▸ **Task to carry out**
Identify every line in the records below that contains the word "lane", and copy each of those lines.

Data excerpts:
________________

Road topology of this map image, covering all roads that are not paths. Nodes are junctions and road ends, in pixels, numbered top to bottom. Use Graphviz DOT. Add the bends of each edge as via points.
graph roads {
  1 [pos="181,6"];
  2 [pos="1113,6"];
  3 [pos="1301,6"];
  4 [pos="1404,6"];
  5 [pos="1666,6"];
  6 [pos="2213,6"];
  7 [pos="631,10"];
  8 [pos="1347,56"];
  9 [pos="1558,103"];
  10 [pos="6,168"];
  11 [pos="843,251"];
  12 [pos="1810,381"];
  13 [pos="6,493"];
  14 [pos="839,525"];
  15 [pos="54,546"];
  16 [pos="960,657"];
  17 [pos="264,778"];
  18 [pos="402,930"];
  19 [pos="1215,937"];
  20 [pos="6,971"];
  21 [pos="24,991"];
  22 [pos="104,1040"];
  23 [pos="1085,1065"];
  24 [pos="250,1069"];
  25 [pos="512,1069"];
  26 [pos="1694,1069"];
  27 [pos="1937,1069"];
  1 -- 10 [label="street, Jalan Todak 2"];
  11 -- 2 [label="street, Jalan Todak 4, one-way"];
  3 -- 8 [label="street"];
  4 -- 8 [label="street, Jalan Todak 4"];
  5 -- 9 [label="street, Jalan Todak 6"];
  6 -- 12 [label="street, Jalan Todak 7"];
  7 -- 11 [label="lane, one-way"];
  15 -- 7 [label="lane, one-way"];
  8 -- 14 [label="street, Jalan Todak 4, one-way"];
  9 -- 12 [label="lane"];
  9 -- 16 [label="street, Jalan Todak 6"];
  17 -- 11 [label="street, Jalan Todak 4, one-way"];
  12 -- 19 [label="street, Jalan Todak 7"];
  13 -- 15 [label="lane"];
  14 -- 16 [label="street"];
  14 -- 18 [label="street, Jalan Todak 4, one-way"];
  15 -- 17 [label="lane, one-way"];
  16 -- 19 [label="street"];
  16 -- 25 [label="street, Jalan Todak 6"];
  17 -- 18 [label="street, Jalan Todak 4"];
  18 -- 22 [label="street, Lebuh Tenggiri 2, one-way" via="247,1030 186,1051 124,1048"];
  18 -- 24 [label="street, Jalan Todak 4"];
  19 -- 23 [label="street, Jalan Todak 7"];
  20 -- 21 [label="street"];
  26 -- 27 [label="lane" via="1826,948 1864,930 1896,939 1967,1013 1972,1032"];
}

________________

▸ **Answer to the problem**
  7 -- 11 [label="lane, one-way"];
  15 -- 7 [label="lane, one-way"];
  9 -- 12 [label="lane"];
  13 -- 15 [label="lane"];
  15 -- 17 [label="lane, one-way"];
  26 -- 27 [label="lane" via="1826,948 1864,930 1896,939 1967,1013 1972,1032"];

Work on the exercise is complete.